▶ AIM OF THE EXERCISE
Return the following from the records below: each line, word for word, starting with the line that contains "Serialize what can be read in the image" and going on through the line that contains "Map reading. What", with nothing outside that range.

# # # # #

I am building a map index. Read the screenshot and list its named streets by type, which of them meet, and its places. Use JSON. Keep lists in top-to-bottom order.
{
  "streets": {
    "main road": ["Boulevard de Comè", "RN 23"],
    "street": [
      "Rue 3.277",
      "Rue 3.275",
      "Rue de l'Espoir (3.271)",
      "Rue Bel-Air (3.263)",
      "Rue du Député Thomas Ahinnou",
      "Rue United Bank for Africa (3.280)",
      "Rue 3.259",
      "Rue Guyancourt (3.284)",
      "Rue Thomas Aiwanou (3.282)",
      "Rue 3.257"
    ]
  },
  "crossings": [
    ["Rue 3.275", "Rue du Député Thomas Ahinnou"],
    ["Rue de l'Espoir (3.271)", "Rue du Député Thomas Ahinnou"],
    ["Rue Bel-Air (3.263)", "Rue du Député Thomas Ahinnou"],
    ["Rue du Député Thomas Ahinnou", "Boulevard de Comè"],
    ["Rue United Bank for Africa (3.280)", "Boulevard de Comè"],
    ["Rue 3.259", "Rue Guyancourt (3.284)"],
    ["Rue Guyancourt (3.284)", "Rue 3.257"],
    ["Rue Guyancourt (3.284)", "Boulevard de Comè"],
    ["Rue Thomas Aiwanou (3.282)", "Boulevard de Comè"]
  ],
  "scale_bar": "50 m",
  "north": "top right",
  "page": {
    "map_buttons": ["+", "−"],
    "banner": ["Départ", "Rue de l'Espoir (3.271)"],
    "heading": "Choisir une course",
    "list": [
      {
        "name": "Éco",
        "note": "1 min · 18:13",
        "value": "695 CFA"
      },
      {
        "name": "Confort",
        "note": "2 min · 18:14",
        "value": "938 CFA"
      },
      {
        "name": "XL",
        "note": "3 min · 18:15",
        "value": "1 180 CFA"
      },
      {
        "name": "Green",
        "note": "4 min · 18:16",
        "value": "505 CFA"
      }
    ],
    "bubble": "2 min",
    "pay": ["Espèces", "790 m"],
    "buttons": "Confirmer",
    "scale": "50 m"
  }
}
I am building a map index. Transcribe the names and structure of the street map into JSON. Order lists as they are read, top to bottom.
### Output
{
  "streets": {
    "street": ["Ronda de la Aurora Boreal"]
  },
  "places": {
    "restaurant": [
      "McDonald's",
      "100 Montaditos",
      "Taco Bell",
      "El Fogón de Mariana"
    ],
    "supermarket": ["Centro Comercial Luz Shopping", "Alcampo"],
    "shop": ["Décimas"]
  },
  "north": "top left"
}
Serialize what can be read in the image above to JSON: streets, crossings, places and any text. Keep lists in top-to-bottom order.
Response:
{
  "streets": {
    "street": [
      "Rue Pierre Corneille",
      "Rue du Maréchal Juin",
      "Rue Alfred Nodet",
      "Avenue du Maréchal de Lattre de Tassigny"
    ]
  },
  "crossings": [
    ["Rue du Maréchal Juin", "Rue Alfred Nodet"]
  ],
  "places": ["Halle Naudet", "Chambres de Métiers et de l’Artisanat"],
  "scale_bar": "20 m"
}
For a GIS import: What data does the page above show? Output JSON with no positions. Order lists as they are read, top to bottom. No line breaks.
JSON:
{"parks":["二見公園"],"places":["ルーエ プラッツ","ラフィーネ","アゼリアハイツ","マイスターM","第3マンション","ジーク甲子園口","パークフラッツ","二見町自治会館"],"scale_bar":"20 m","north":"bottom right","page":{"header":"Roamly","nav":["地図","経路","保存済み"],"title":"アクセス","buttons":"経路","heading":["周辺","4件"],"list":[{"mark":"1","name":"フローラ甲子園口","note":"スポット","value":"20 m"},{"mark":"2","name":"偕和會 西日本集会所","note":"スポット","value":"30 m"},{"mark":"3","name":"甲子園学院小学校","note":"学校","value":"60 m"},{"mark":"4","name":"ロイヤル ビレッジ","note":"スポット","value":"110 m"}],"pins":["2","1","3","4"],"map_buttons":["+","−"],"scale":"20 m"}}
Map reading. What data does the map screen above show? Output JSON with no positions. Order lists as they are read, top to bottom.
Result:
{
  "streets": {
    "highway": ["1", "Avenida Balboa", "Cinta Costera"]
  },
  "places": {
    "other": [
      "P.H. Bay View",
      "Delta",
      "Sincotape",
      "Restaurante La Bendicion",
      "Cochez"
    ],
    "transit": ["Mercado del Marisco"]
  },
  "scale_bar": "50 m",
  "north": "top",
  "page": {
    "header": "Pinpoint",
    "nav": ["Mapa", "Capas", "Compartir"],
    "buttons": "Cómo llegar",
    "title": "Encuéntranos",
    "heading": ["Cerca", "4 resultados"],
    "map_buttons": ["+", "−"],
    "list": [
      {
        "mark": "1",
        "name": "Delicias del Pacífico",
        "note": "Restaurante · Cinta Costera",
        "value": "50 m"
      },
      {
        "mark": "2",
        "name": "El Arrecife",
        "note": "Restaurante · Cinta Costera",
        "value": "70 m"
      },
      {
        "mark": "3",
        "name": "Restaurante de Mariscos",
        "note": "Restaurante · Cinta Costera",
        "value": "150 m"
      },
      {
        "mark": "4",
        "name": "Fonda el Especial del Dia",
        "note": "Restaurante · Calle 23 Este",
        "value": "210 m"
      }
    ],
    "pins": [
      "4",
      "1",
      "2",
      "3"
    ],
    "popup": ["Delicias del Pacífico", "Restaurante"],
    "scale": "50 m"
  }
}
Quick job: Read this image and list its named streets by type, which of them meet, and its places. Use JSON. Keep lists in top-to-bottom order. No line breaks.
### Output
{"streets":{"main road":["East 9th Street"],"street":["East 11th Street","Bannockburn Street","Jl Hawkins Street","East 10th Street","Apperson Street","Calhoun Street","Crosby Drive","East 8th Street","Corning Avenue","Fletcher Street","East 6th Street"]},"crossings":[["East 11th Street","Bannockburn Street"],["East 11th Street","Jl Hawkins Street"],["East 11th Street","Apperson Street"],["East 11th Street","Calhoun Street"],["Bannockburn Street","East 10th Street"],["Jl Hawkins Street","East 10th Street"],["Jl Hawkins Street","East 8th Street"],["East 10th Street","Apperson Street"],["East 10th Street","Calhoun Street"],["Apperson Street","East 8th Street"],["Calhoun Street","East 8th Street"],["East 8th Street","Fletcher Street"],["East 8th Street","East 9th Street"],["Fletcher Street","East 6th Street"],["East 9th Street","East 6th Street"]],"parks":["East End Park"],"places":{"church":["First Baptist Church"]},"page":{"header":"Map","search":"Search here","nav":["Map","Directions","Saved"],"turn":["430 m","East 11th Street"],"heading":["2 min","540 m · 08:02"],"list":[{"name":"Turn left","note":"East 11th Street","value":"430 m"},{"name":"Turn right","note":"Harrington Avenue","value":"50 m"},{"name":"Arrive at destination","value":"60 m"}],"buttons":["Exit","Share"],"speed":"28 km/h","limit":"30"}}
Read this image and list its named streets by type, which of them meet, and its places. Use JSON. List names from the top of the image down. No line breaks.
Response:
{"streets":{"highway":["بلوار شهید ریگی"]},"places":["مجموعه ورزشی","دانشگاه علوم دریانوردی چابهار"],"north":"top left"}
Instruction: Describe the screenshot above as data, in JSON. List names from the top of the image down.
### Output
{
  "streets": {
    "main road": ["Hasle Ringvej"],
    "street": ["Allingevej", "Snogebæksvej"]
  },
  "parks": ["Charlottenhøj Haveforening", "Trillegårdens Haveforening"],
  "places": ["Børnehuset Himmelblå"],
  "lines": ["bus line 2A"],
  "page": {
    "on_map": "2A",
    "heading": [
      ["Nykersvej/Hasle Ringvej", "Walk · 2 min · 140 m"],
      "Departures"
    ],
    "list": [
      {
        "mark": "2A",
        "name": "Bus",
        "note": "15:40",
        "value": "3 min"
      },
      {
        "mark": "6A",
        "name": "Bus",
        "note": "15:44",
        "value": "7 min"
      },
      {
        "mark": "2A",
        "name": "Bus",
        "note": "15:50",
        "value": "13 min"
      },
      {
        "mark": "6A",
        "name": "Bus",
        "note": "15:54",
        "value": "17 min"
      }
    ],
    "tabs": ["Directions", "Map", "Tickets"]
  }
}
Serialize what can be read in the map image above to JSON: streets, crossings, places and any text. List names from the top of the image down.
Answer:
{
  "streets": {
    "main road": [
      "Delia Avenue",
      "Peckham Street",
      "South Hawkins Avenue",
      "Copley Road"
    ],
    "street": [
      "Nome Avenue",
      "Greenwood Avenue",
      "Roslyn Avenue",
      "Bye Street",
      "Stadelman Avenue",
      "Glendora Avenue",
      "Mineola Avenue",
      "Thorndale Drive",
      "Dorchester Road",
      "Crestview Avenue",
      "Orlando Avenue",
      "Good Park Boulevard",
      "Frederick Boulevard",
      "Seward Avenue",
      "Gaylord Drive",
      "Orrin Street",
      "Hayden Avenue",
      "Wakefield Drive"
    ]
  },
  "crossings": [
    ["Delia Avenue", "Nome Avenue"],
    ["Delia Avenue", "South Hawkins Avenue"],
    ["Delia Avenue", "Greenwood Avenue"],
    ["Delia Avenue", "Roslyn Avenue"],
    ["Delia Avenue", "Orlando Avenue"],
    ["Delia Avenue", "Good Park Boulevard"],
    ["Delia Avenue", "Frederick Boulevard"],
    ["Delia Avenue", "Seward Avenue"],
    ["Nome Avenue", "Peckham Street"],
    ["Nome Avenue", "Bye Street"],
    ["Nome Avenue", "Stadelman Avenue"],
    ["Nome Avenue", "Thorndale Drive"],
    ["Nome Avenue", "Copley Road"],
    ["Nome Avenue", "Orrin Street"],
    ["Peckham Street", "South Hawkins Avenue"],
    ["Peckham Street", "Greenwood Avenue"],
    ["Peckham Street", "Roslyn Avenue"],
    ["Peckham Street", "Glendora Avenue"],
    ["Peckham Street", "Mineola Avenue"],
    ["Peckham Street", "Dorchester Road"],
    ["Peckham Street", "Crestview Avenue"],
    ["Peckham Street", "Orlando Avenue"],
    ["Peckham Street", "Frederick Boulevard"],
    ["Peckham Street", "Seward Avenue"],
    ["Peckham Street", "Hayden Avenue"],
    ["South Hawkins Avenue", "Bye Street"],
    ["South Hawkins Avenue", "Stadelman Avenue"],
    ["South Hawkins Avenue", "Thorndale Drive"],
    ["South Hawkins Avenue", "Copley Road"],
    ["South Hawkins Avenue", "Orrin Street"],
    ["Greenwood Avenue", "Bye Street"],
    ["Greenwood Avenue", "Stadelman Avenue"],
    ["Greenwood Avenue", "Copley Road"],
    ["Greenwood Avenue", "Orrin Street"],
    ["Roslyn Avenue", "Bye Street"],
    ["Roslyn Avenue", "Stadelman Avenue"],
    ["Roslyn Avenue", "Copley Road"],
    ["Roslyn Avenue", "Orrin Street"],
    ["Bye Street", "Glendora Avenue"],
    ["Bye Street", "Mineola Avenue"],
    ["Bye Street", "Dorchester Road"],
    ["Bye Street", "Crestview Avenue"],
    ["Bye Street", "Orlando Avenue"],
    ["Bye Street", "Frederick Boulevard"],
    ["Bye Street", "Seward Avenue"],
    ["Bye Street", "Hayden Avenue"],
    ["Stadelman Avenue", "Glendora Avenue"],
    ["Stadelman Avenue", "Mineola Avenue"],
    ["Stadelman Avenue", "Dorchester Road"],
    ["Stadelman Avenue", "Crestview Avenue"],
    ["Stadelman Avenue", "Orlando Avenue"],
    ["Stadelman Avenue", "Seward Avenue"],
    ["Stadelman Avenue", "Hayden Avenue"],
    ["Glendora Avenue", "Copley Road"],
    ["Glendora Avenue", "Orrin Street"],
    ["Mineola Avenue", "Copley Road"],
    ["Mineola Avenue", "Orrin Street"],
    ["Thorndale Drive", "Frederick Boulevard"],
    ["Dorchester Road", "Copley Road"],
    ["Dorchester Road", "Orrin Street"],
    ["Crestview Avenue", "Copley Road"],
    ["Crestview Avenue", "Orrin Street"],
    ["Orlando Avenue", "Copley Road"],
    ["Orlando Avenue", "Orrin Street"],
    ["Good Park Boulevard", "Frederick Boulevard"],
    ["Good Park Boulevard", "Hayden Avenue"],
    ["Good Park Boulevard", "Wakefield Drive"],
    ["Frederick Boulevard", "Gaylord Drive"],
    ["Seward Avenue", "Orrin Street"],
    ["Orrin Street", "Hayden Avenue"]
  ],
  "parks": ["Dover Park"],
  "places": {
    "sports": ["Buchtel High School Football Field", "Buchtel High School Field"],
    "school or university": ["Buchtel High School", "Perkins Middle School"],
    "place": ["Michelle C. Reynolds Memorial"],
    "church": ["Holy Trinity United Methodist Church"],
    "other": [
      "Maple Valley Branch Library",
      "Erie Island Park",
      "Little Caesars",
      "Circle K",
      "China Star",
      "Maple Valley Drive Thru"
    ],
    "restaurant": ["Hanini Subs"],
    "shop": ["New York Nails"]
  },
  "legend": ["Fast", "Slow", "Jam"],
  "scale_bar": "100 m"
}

# # # # #

▶ SOLUTION FOR THIS TASK
Serialize what can be read in the image above to JSON: streets, crossings, places and any text. Keep lists in top-to-bottom order.
Response:
{
  "streets": {
    "street": [
      "Rue Pierre Corneille",
      "Rue du Maréchal Juin",
      "Rue Alfred Nodet",
      "Avenue du Maréchal de Lattre de Tassigny"
    ]
  },
  "crossings": [
    ["Rue du Maréchal Juin", "Rue Alfred Nodet"]
  ],
  "places": ["Halle Naudet", "Chambres de Métiers et de l’Artisanat"],
  "scale_bar": "20 m"
}
For a GIS import: What data does the page above show? Output JSON with no positions. Order lists as they are read, top to bottom. No line breaks.
JSON:
{"parks":["二見公園"],"places":["ルーエ プラッツ","ラフィーネ","アゼリアハイツ","マイスターM","第3マンション","ジーク甲子園口","パークフラッツ","二見町自治会館"],"scale_bar":"20 m","north":"bottom right","page":{"header":"Roamly","nav":["地図","経路","保存済み"],"title":"アクセス","buttons":"経路","heading":["周辺","4件"],"list":[{"mark":"1","name":"フローラ甲子園口","note":"スポット","value":"20 m"},{"mark":"2","name":"偕和會 西日本集会所","note":"スポット","value":"30 m"},{"mark":"3","name":"甲子園学院小学校","note":"学校","value":"60 m"},{"mark":"4","name":"ロイヤル ビレッジ","note":"スポット","value":"110 m"}],"pins":["2","1","3","4"],"map_buttons":["+","−"],"scale":"20 m"}}
Map reading. What data does the map screen above show? Output JSON with no positions. Order lists as they are read, top to bottom.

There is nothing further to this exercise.